President Donald Trump recently reiterated his campaign promise to end Common Core, the controversial education initiative to standardize education requirements across the U.S., even though the federal government doesn't have control over Common Core or schools' participation in the system.

‶Common Core to me is, we have to end it,″ the president said on April 5 at a town hall event in Washington D.C. ‶If you look at so many elements of education, and it is so sad to see what is coming, happening in the country.″

Some pundits have argued that Trump's promise to ‶end″ Common Core is an empty promise because Common Core standards are not set by the federal government, but voluntarily agreed to by states that want to conform to the standards in math and English set by the Common Core State Standards Initiative.

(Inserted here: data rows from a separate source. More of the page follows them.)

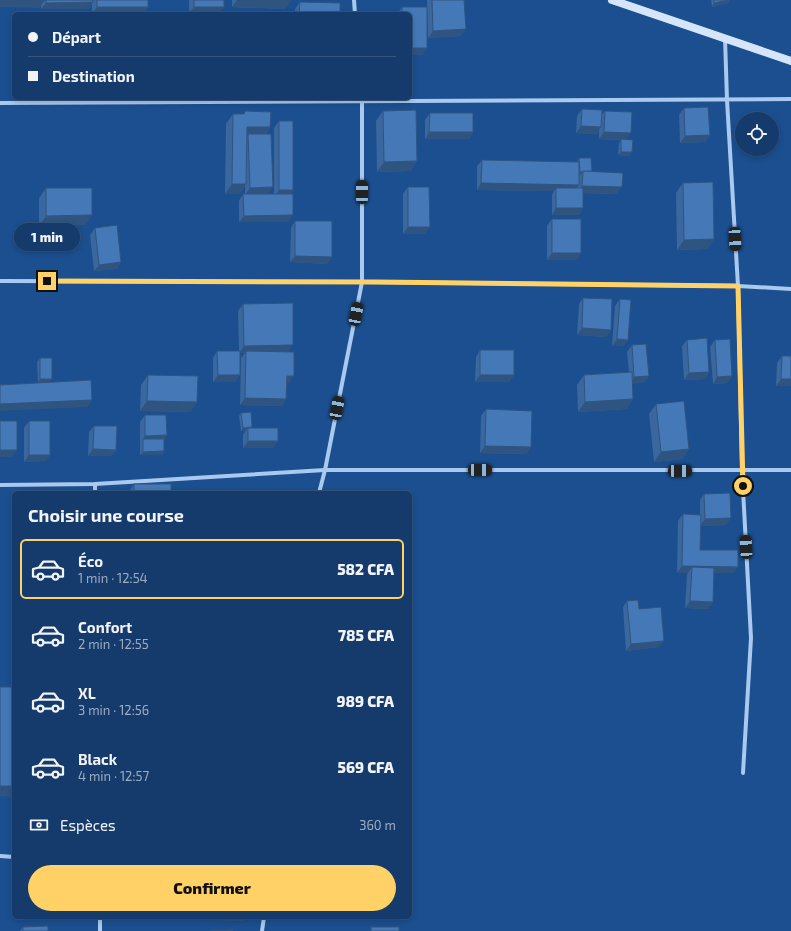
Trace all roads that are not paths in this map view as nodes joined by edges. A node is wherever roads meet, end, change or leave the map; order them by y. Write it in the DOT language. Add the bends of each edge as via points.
graph roads {
  1 [pos="354,0"];
  2 [pos="612,0"];
  3 [pos="355,12"];
  4 [pos="725,38"];
  5 [pos="791,61"];
  6 [pos="791,99"];
  7 [pos="362,100"];
  8 [pos="727,100"];
  9 [pos="0,102"];
  10 [pos="0,281"];
  11 [pos="362,282"];
  12 [pos="738,286"];
  13 [pos="791,290"];
  14 [pos="325,470"];
  15 [pos="791,470"];
  16 [pos="742,471"];
  17 [pos="95,484"];
  18 [pos="0,485"];
  19 [pos="96,491"];
  20 [pos="320,491"];
  21 [pos="742,773"];
  22 [pos="0,856"];
  23 [pos="12,857"];
  24 [pos="100,919"];
  25 [pos="264,919"];
  26 [pos="100,931"];
  27 [pos="262,931"];
  1 -- 3 [label="street"];
  2 -- 4 [label="street"];
  4 -- 5 [label="street"];
  4 -- 8 [label="street"];
  6 -- 8 [label="street"];
  7 -- 8 [label="street"];
  7 -- 9 [label="street"];
  7 -- 11 [label="street"];
  8 -- 12 [label="street"];
  10 -- 11 [label="street"];
  11 -- 12 [label="street"];
  11 -- 14 [label="street"];
  12 -- 13 [label="street"];
  12 -- 16 [label="street"];
  14 -- 16 [label="street"];
  14 -- 17 [label="street"];
  14 -- 20 [label="street"];
  15 -- 16 [label="street"];
  16 -- 21 [label="street" via="751,638"];
  17 -- 18 [label="street"];
  17 -- 19 [label="street"];
  22 -- 23 [label="street"];
  24 -- 26 [label="street"];
  25 -- 27 [label="street"];
}
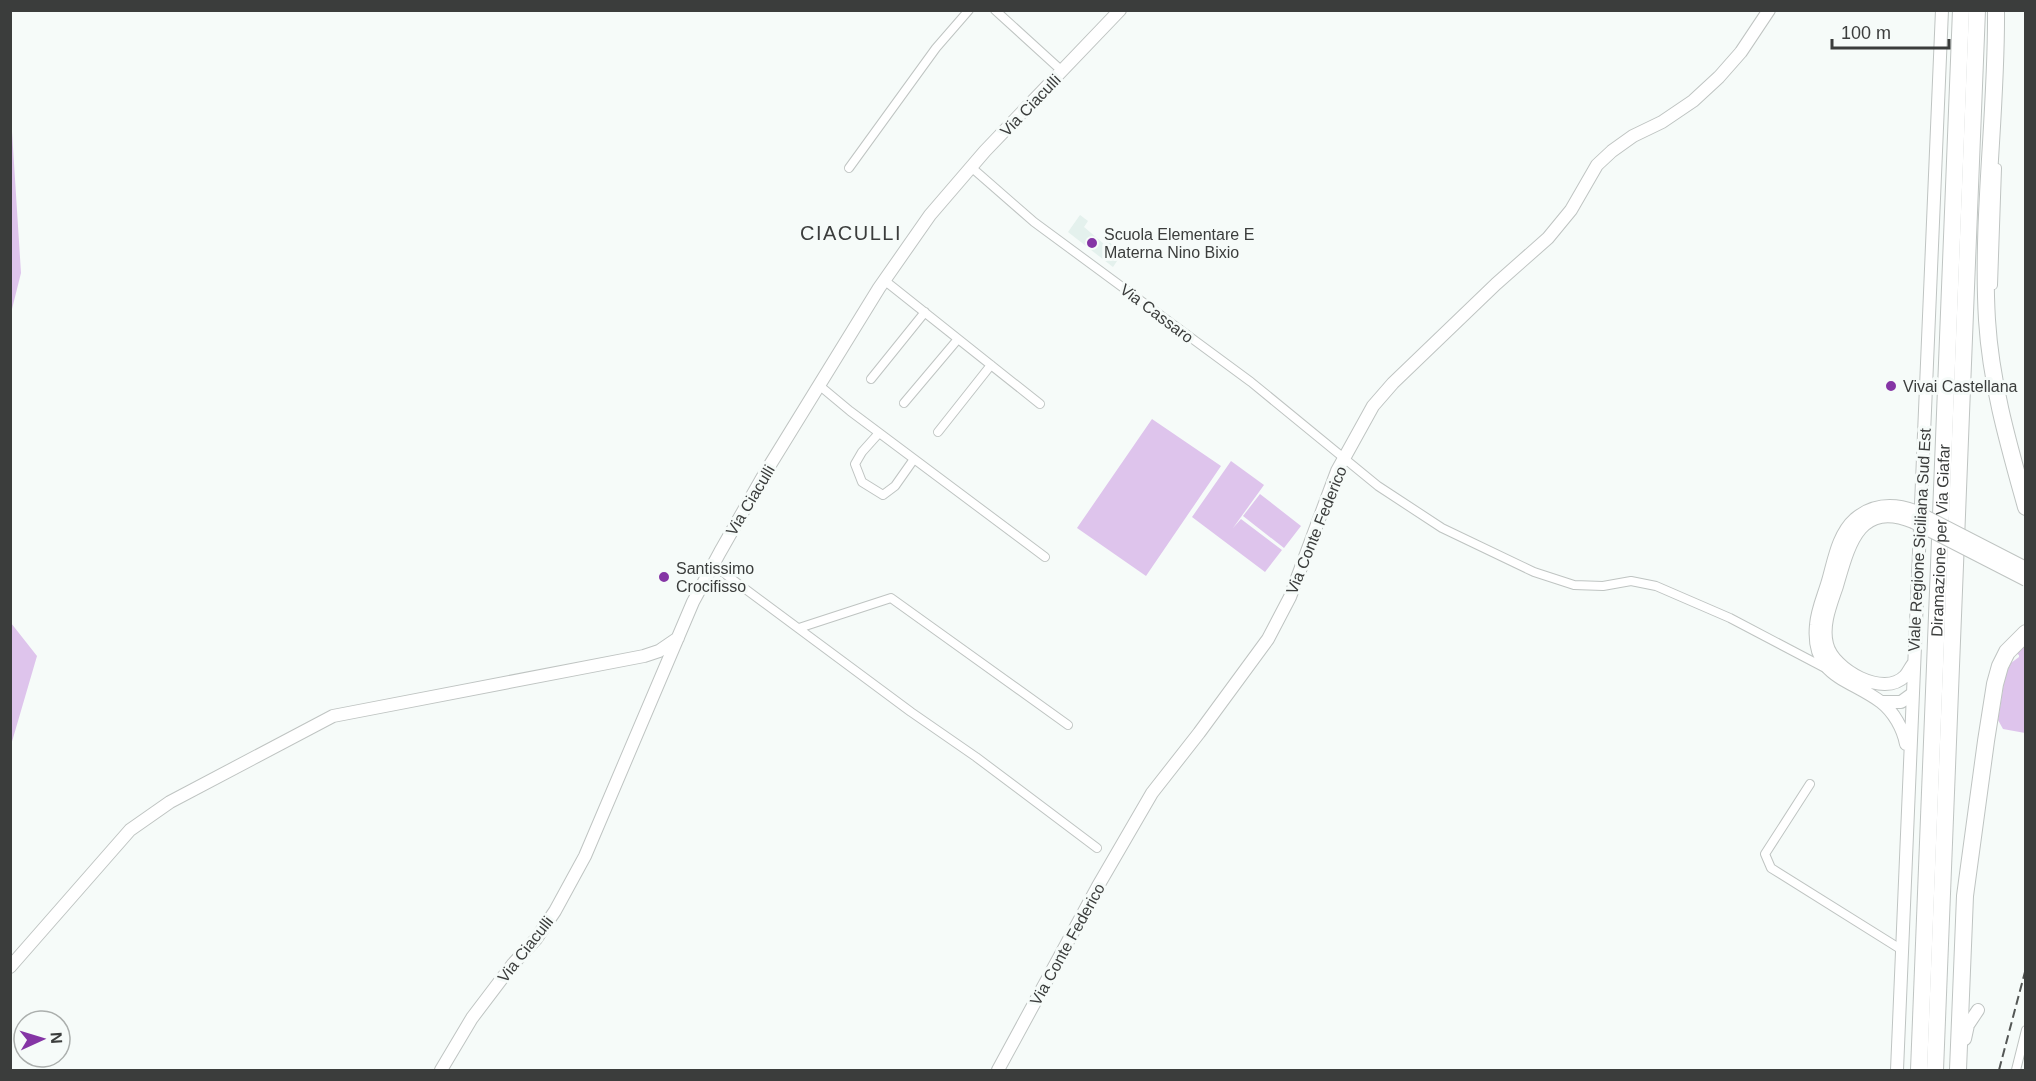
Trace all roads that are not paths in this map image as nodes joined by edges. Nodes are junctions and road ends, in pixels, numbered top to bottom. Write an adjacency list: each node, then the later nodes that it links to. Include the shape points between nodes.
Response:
1 (969, 10): 12 (street, via 936,48)
2 (995, 10): 10 (street)
3 (1120, 10): 10 (street, Via Ciaculli)
4 (1769, 10): 24 (street, Via Conte Federico, via 1741,52 1702,93 1662,122 1633,136 1597,165 1571,210 1548,238 1373,406)
5 (1942, 10): 35 (street, Viale Regione Siciliana Sud Est)
6 (1961, 10): 50 (highway, Diramazione per Via Giafar)
7 (1977, 10): 51 (highway, Diramazione per Via Giafar)
8 (1995, 10): 16 (highway, via 1986,255)
9 (2004, 10): 16 (street)
10 (1062, 71): 11 (street, Via Ciaculli)
11 (971, 167): 13 (street, Via Ciaculli, via 930,215); 24 (street, Via Cassaro, via 1034,222 1251,382)
12 (849, 168)
13 (884, 280): 14 (street); 19 (street, Via Ciaculli)
14 (925, 312): 15 (street); 18 (street)
15 (958, 339): 17 (street); 20 (street)
16 (1989, 345): 26 (highway, via 2001,417)
17 (991, 365): 21 (street); 22 (street)
18 (871, 379)
19 (820, 386): 23 (street); 29 (street, Via Ciaculli)
20 (904, 403)
21 (1040, 404)
22 (938, 432)
23 (879, 433): 25 (street); 25 (street, via 855,464 862,482 883,495 895,486)
24 (1344, 458): 36 (street, Via Cassaro, via 1378,486 1442,528 1534,572 1574,585 1603,586 1631,581 1656,586 1730,618); 48 (street, Via Conte Federico, via 1290,597 1268,639 1152,794)
25 (914, 459): 28 (street)
26 (2025, 507)
27 (1914, 516): 30 (street, bridge); 31 (street, bridge); 35 (street, via 1878,517 1858,530 1847,552 1826,627 1831,655 1864,680 1896,682 1905,677); 36 (street, via 1903,507 1875,508 1851,523 1843,535 1816,625 1820,658)
28 (1045, 557)
29 (713, 565): 32 (street); 34 (street, Via Ciaculli)
30 (2025, 568)
31 (2025, 580)
32 (799, 628): 39 (street, via 891,598); 42 (street)
33 (2025, 633): 52 (highway, via 2007,652 1995,684 1965,896)
34 (679, 638): 44 (street, via 645,656 333,716 170,802 130,830); 47 (street, Via Ciaculli, via 585,856 560,902 536,939 472,1018)
35 (1913, 663): 37 (street, Viale Regione Siciliana Sud Est)
36 (1828, 670): 38 (street)
37 (1912, 694): 38 (street, via 1901,702); 40 (street, Viale Regione Siciliana Sud Est)
38 (1882, 702): 40 (street, via 1904,734)
39 (1068, 725)
40 (1910, 758): 43 (street, Viale Regione Siciliana Sud Est)
41 (1810, 784): 43 (street, via 1765,854 1771,868)
42 (1097, 848)
43 (1902, 950): 49 (street, Viale Regione Siciliana Sud Est)
44 (10, 967)
45 (1978, 1010): 53 (street, via 1966,1030)
46 (2025, 1030): 54 (street)
47 (441, 1071)
48 (998, 1071)
49 (1897, 1071)
50 (1919, 1071)
51 (1935, 1071)
52 (1958, 1071)
53 (1964, 1071)
54 (2016, 1071)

According to CCSSI, which is an initiative headed by the Council of Chief State School Officers and the National Governors Association Center for Best Practices, 42 states, the District of Columbia, four territories, and the Department of Defense Education Activity ‶have voluntarily adopted and are moving forward with the Common Core.″

Education Secretary Betsy DeVos has also pushed the false notion that the federal government controls the Common Core standards and states' ability to choose whether to adopt them.

‶In deference to the U.S. Senate confirmation, I’m not giving interviews, but just between us let me share this. It’s time to make education great again in this country,″ DeVos said during a speech in Grand Rapids, Michigan, in December 2016, according to the Washington Examiner. ‶This means putting kids first. This means expanding choices and options to give every child the opportunity for a quality education regardless of their ZIP code or family circumstances. This means letting states set their own standards and finally putting an end to the federal Common Core.″

The Obama administration promoted participation in the Common Core standards, but did not technically have jurisdiction over whether local education departments had to adopt the standards, according to the Los Angeles Times.

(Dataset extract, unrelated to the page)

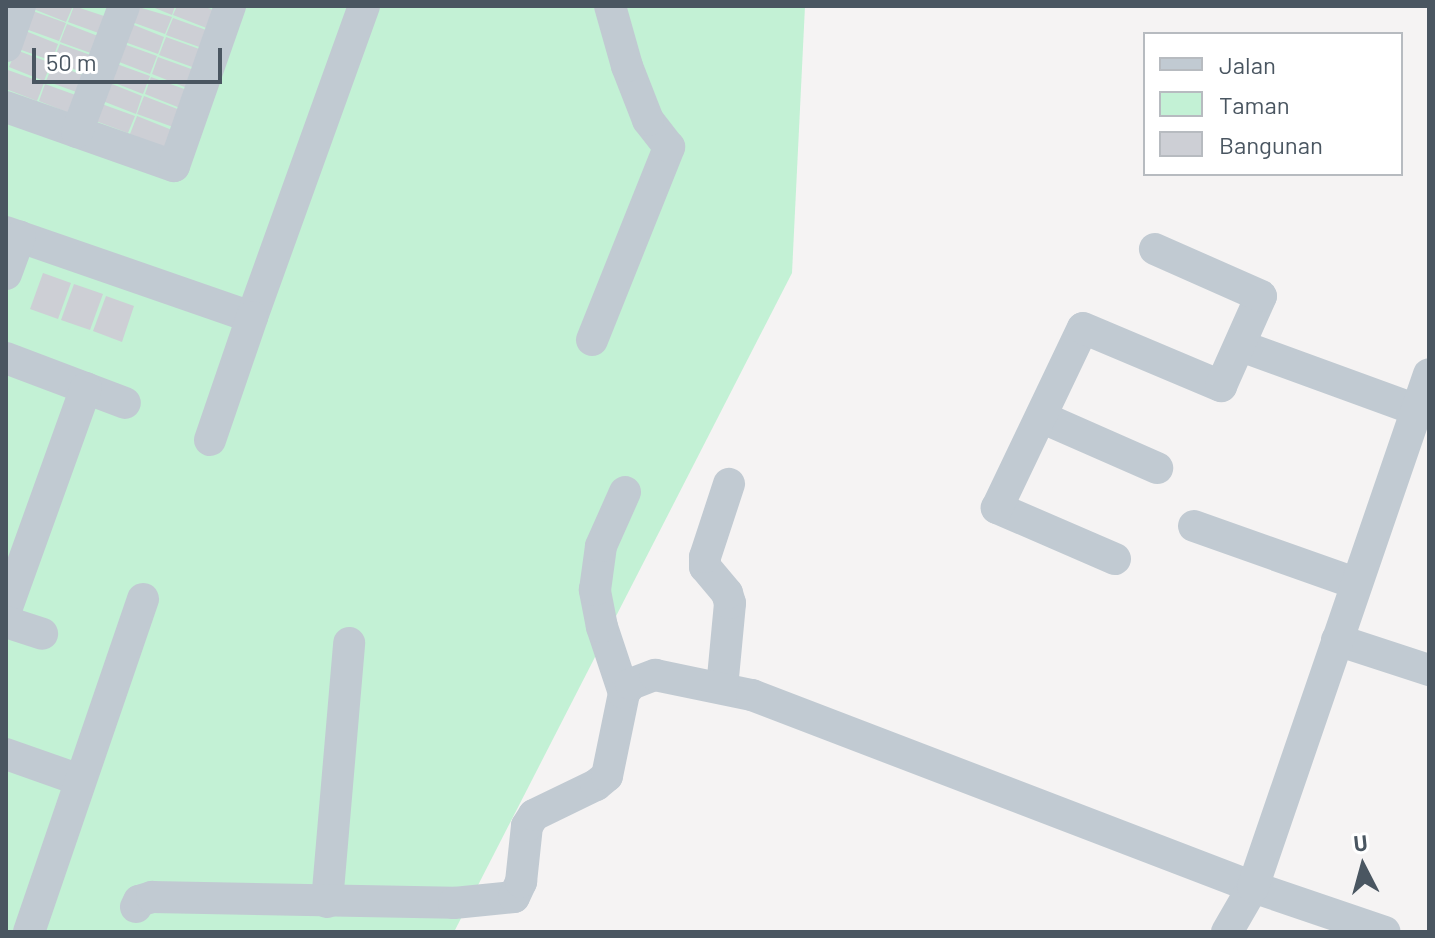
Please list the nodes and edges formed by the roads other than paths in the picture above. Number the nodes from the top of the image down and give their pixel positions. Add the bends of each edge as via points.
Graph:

Former President Barack Obama did offer federal funds to states that adopted the measures as part of his Race to the Top initiative, which critics described as a form of coercion, according to The Washington Post.

Department of Education also paid $360 million to create Common Core-aligned standardized tests.

One way Trump could persuade states to drop Common Core standards would be to offer them federal funds to do so. But in the end, only state legislatures have the ability to make it official.